'I Wore The Same Outfit for 56 Days': Amateur Sociologists Share The Weirdest Experiments They've Conducted On Friends.
Did you know the world gullible is written on the ceiling?
We all love pulling pranks on each other and making one another look stupid, but there can be some legitimate science gleaned from the little ways in which we mess with each other's lives.
People on Reddit were asked: "What amateur psychology experiments have you done?" These are some of the best answers.
I sing or hum annoying songs around people during different times of the day. My goal is to have them singing or humming the song by the end of the day.

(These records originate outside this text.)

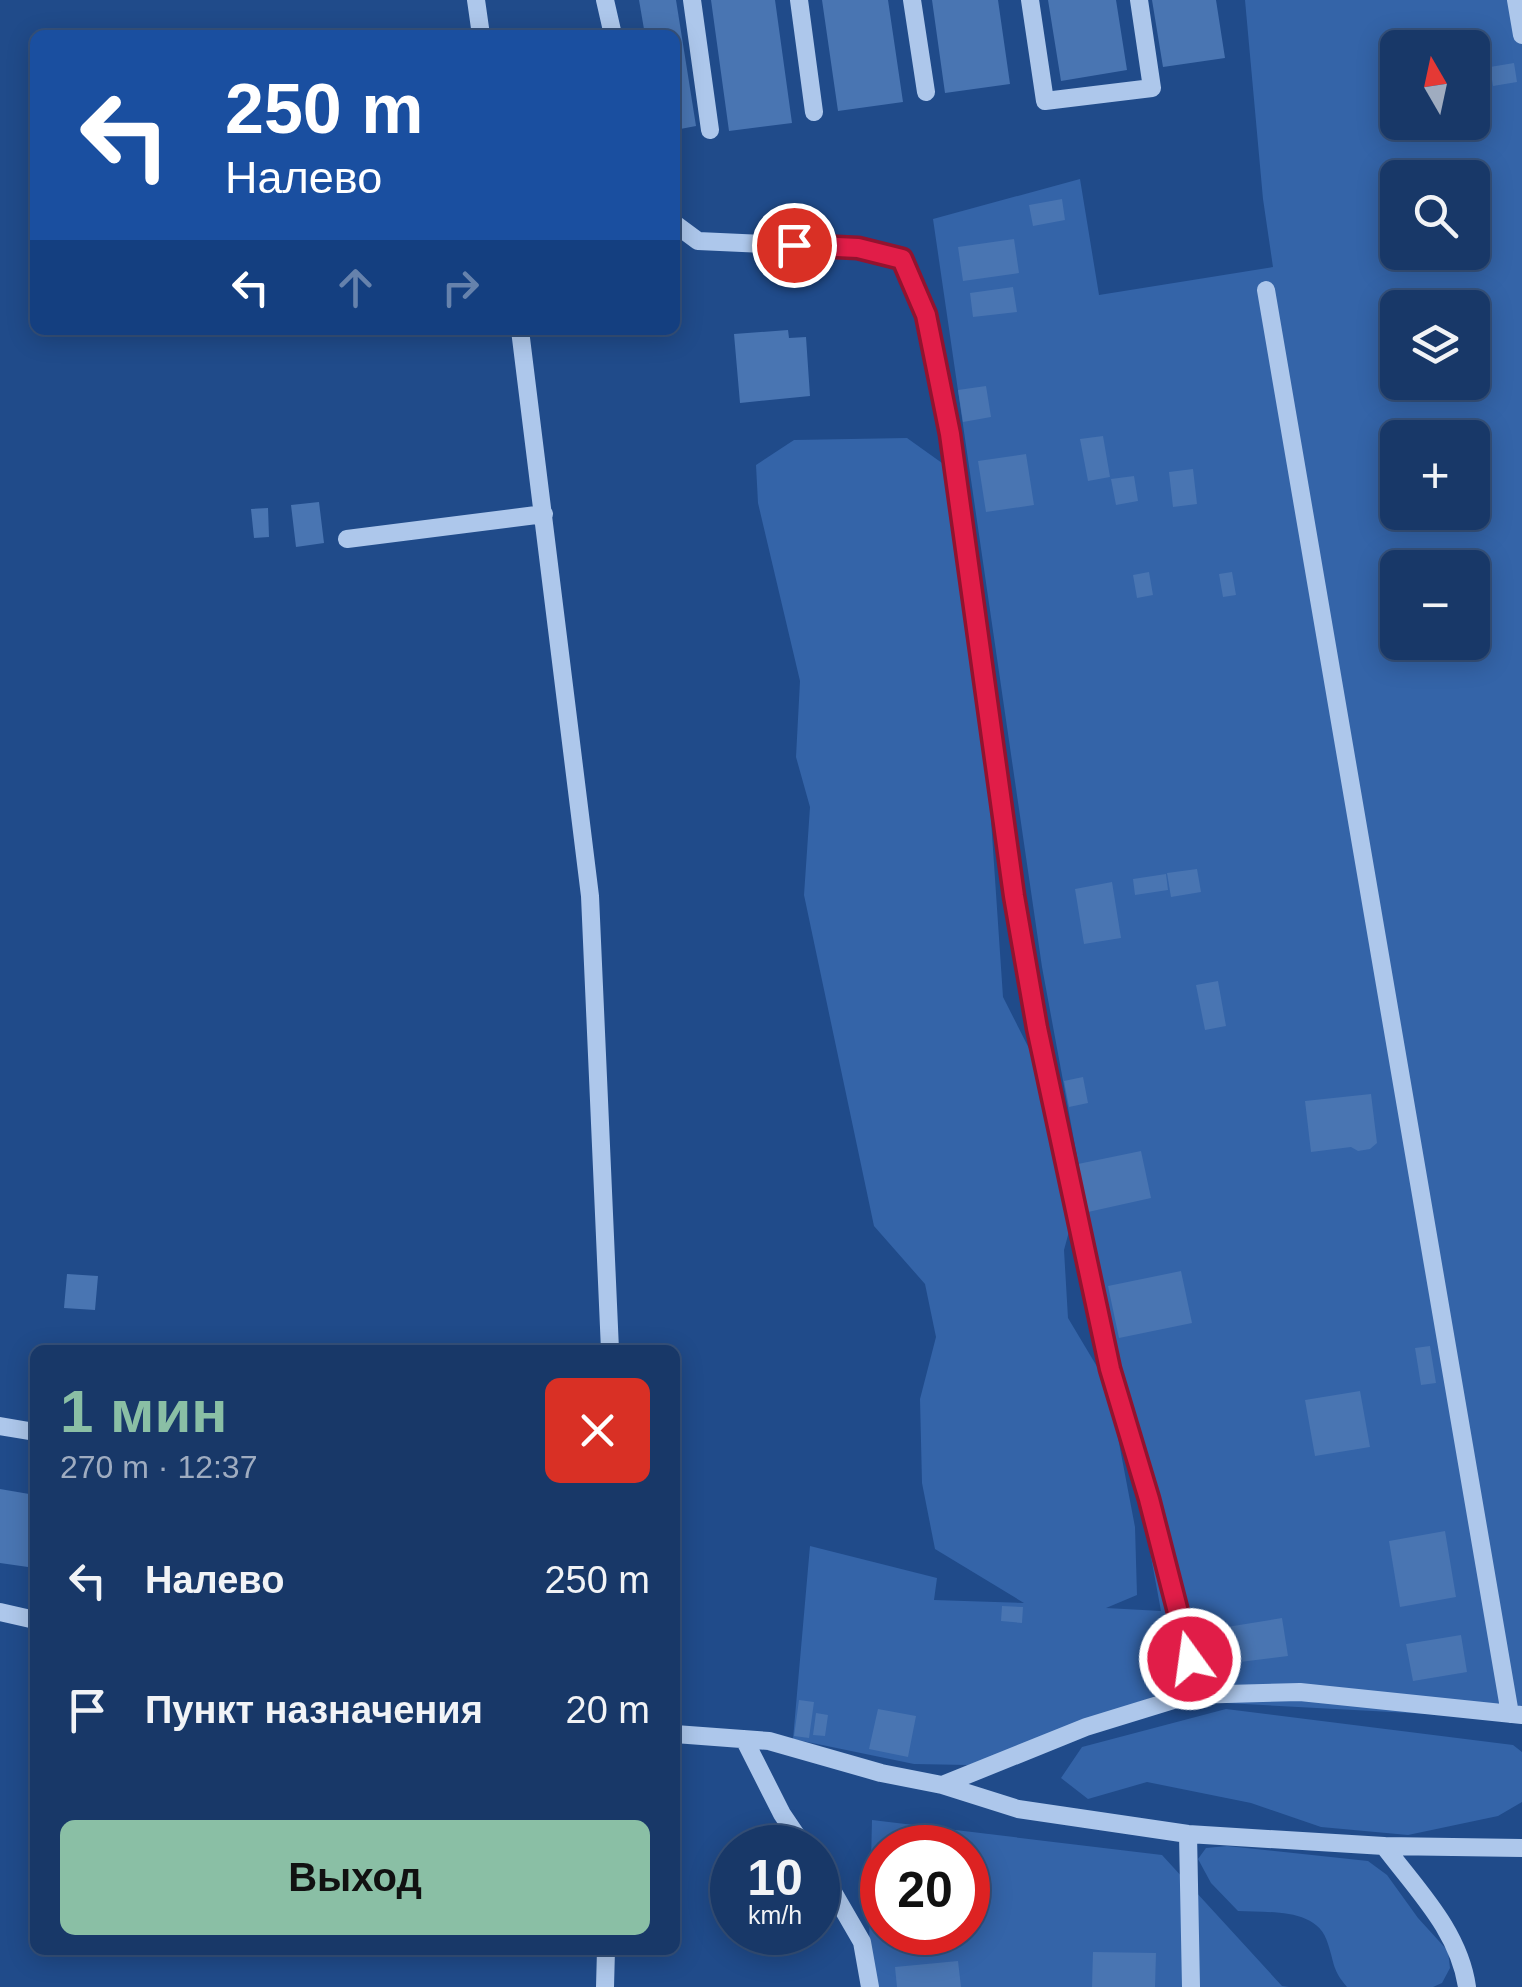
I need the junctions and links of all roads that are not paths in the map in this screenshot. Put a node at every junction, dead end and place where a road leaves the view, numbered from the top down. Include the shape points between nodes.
1 (476, 0) edge
2 (604, 0) edge
3 (692, 0) edge
4 (799, 0) edge
5 (912, 0) edge
6 (1030, 0) edge
7 (1139, 0) edge
8 (1516, 0) edge
9 (479, 30) edge
10 (612, 30) edge
11 (1522, 35) edge
12 (926, 92) dead end
13 (814, 112) dead end
14 (710, 130) dead end
15 (680, 228) edge
16 (1266, 290) dead end
17 (521, 335) edge
18 (544, 514) junction
19 (347, 539) dead end
20 (610, 1345) edge
21 (0, 1426) edge
22 (30, 1431) edge
23 (0, 1612) edge
24 (30, 1619) edge
25 (1190, 1694) junction
26 (1516, 1714) edge
27 (680, 1734) edge
28 (744, 1739) junction
29 (942, 1785) junction
30 (789, 1825) edge
31 (1188, 1834) junction
32 (1384, 1846) junction
33 (1522, 1848) edge
34 (840, 1904) edge
35 (606, 1955) edge
36 (605, 1987) edge
37 (870, 1987) edge
38 (1191, 1987) edge
39 (1466, 1987) edge

1 - 9 street
2 - 10 street
3 - 14 street
4 - 13 street
5 - 12 street
6 - 7 street via 1045,102 1152,88
8 - 11 street
15 - 25 street via 698,241 858,248 902,259 926,315 950,434 1037,1028 1110,1369 1190,1659
16 - 26 street
17 - 18 street
18 - 19 street
18 - 20 street via 590,896
21 - 22 street
23 - 24 street
25 - 26 street via 1300,1692
25 - 29 street
27 - 28 street
28 - 29 street
28 - 30 street
29 - 31 street via 1018,1809
31 - 32 street
31 - 38 street
32 - 33 street
32 - 39 street via 1453,1938
34 - 37 street via 862,1942
35 - 36 street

I have the best results when I sing, "I don't wanna wait...for our lives to be over..." It's awesome cause no one knows the whole song so they only sing that one piece.

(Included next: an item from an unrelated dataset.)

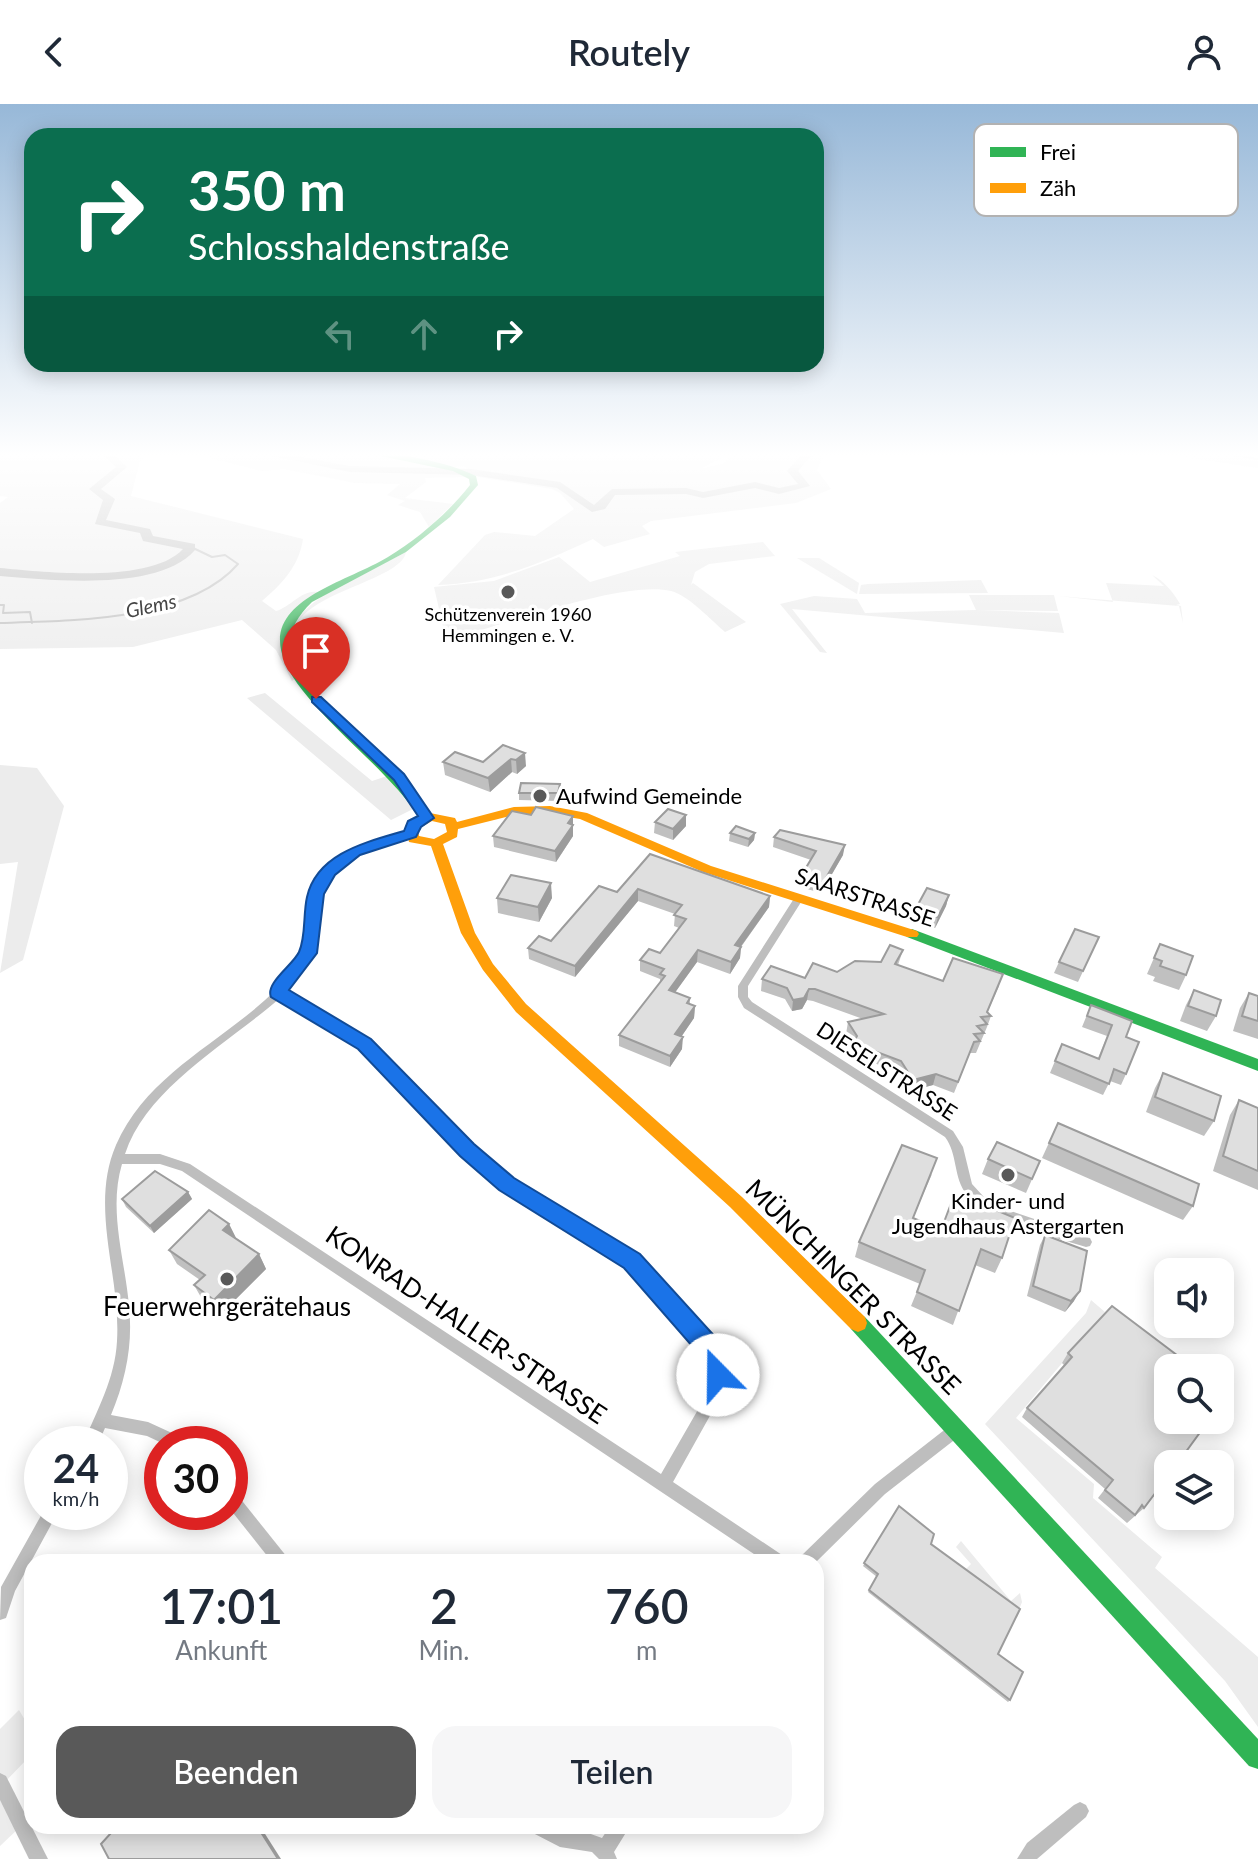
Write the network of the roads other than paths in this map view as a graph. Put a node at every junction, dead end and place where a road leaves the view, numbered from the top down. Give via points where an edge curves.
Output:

I used to sit in a different spot every day in class while everyone else settled into a regular seat by the end of the first week. Lesson: some people are SO rigid.
In high school, my friend created a person. We would bring his name up in casual conversations, plan parties at his house, started a rivalry between him & another kid, enough of us were in on it that it spread like wild. We even had a few teachers mention his name. We kept everything vague enough no one knew too much but they new his name & believed he was real. A few years ago, one of the guys made him a Facebook. He has lots of friends.
I discovered that if you make eye contact with a stranger when you're both walking towards each other, and you raise your hand when you're about 3 seconds from passing them, fully 4 out or 5 people will high five you.
It makes my day every time I do it.
I wore the same clothes for 56 days before someone finally said something. I changed my underwear, undershirt, and socks (I have like, 9 pairs of the same type of socks), and I showered regularly. And no, I never washed the clothes.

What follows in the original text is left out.